The only reason I could chew through the southern and Texan accents is because I'm southern myself; for a non-southerner I can definitely see how it would be a problem.

I don't think it is fair to marginalize non-natives by saying that they have trouble with the exams because they are ESL... that was my main point.

I am constantly under criticism for not being a nurse or a doctor.

I want to lay this to rest.

The main reason I am here is to share information and to help, in some way, any nurses who are on this board.

My job requires a lot of research and analysis of data. I deal in fact and I deal with a large number of medical professionals from multiple countries and multiple positions.

When I am stating an opinion, I will be clear.

When I am stating based on the experiences of the literally hundreds of people I deal with on a weekly basis then I will be clear on that.

When I am stating on facts then they are facts that I have gotten through at least three sources.

I recognize that even though I have checked these facts through multiple sources that they may still not show ALL of the picture, which is why I value the feedback here from nurses on the front lines.

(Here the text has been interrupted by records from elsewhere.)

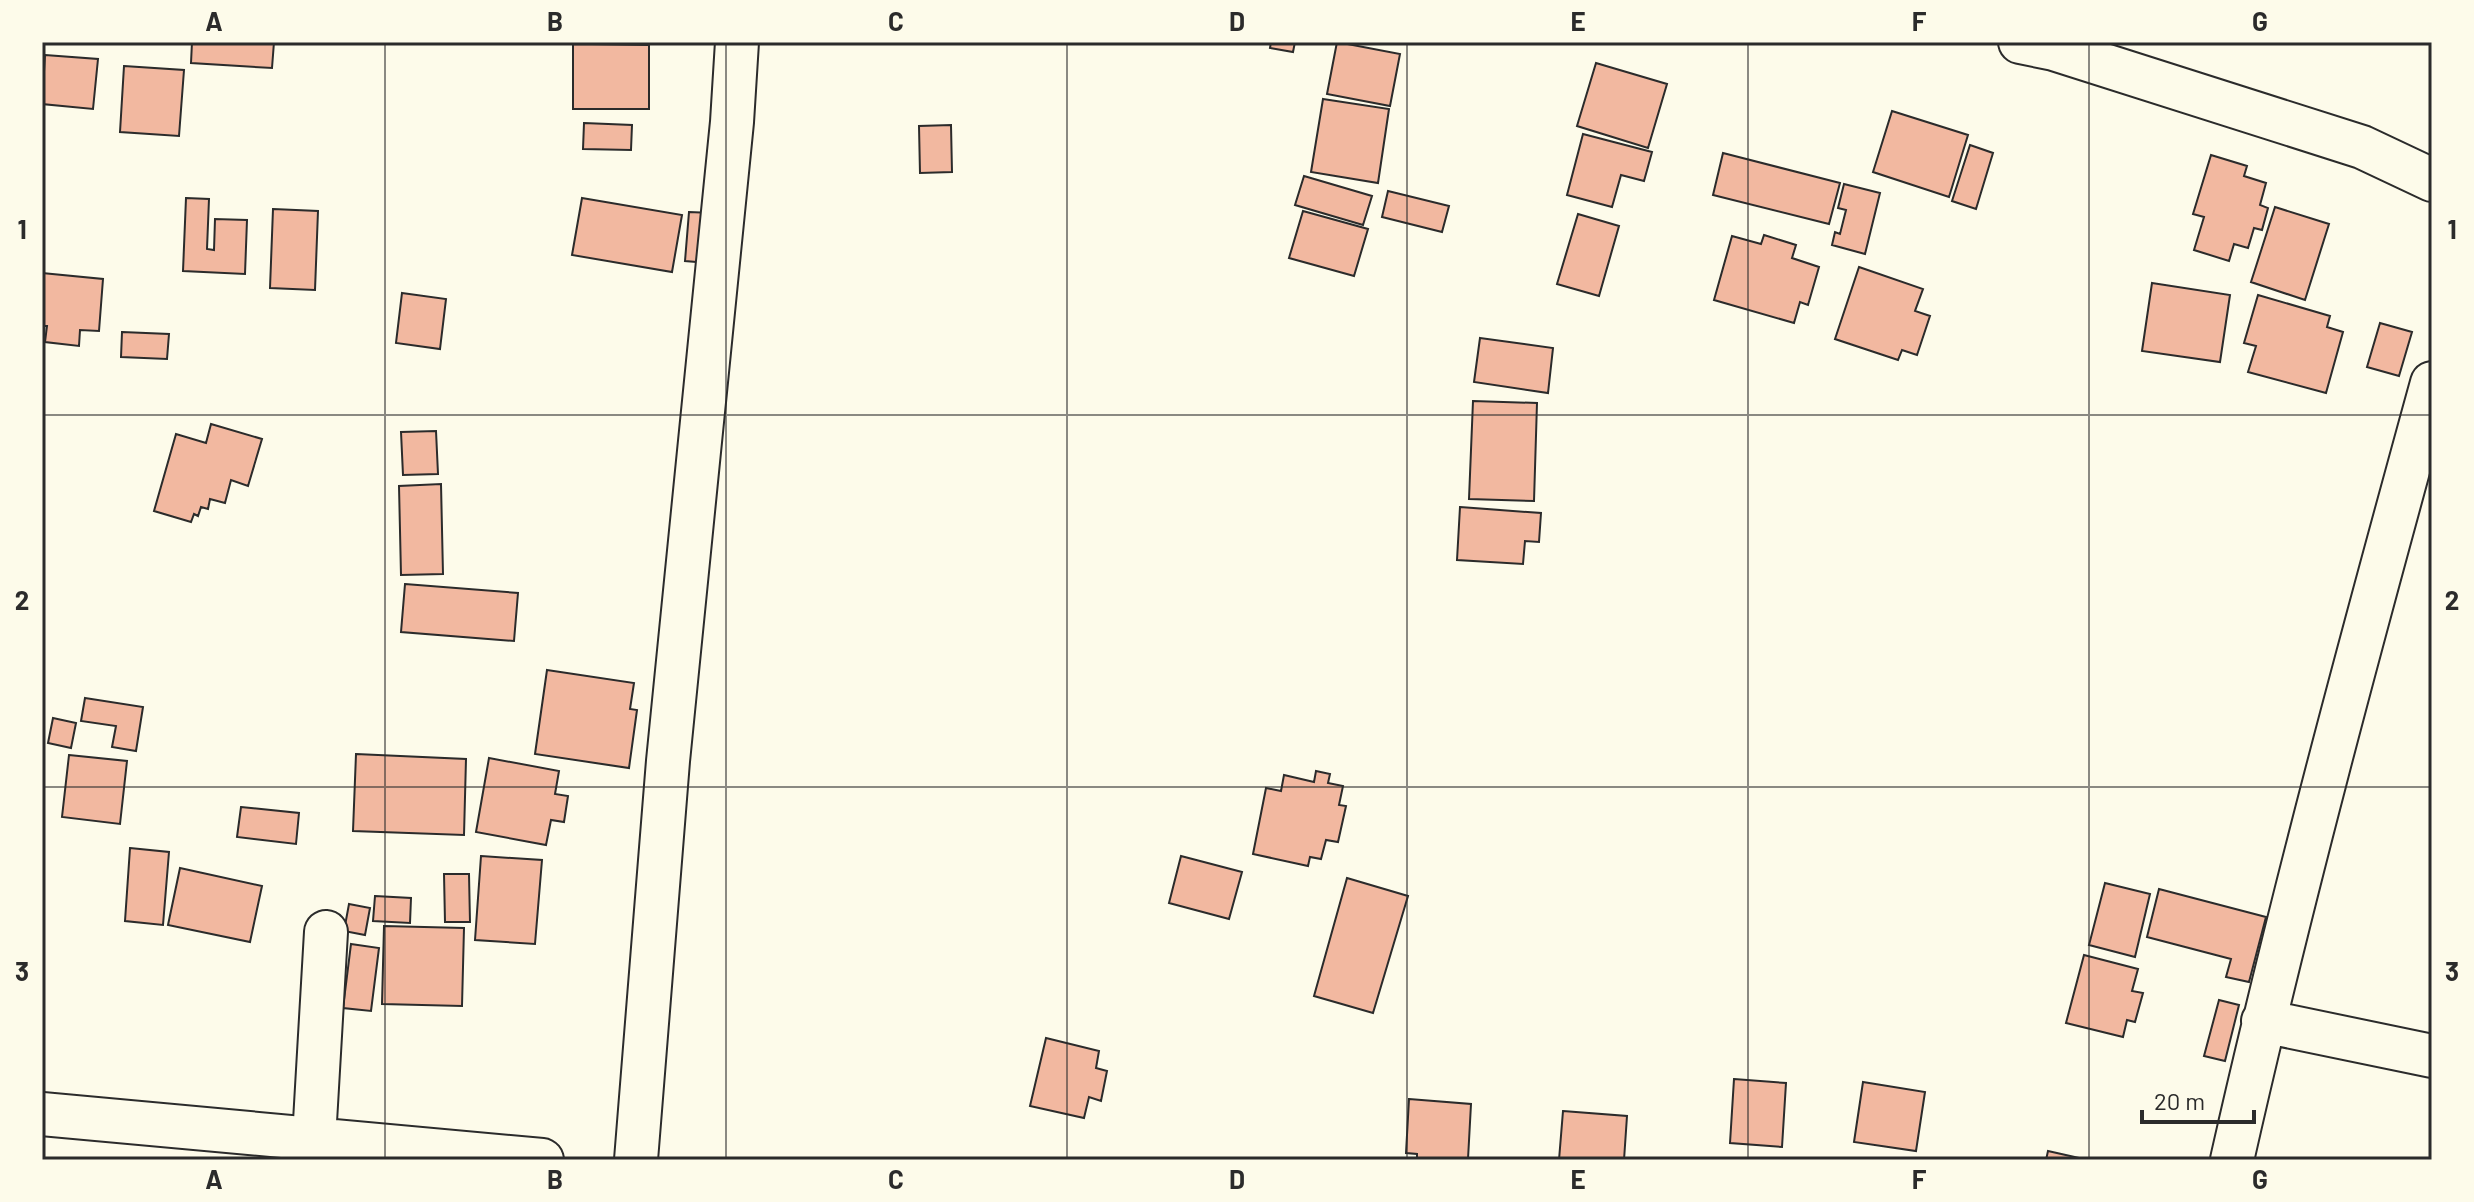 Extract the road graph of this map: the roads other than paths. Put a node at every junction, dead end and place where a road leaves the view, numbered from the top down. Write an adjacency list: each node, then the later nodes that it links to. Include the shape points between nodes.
1 (737, 42): 11 (street, via 668,761)
2 (2020, 42): 3 (street, via 2362,147)
3 (2432, 180)
4 (2432, 383): 6 (street)
5 (326, 932): 9 (street)
6 (2263, 1021): 7 (street); 12 (street)
7 (2432, 1056)
8 (42, 1114): 9 (street)
9 (314, 1139): 10 (street)
10 (542, 1160)
11 (636, 1160)
12 (2232, 1160)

Prior to this job I coordinated relief activities with medical response teams in multiple countries. I dealt with them on first-name basis and have been in the field hospitals in times of tragedy to assist in EVERY way possible.

My degree is not in medicine but I have experienced a lot that gives me insight and perspective into the world of medical professionals that many non-RN and non-MD hospital administrators sorely lack.

I have nothing but respect for nurses, that is why I am here.

I simply ask that you respect me in kind. Thank you.

That's completely the opposite of the picture I was given by a Canadian representative only last week. She informed me that the health care network in many provinces were in need of nurses and would be glad to take foreign applicants.

Interesting indeed...

You know what, sometimes you have to believe front line nurses and not "reps". If the "rep" was from any provincial government and NOT a recruitment agency the story would be very different. B.C., AB, ONT, are all having financial cut backs. The Maritimes won't be far behind.

Foreign nurses just aren't the right fit for outpost nursing up in the high north. So there might still be "some" jobs in SK and MB but with new grads from across the country looking for work and nurses moving with their partners, the demand for overseas hires is declining.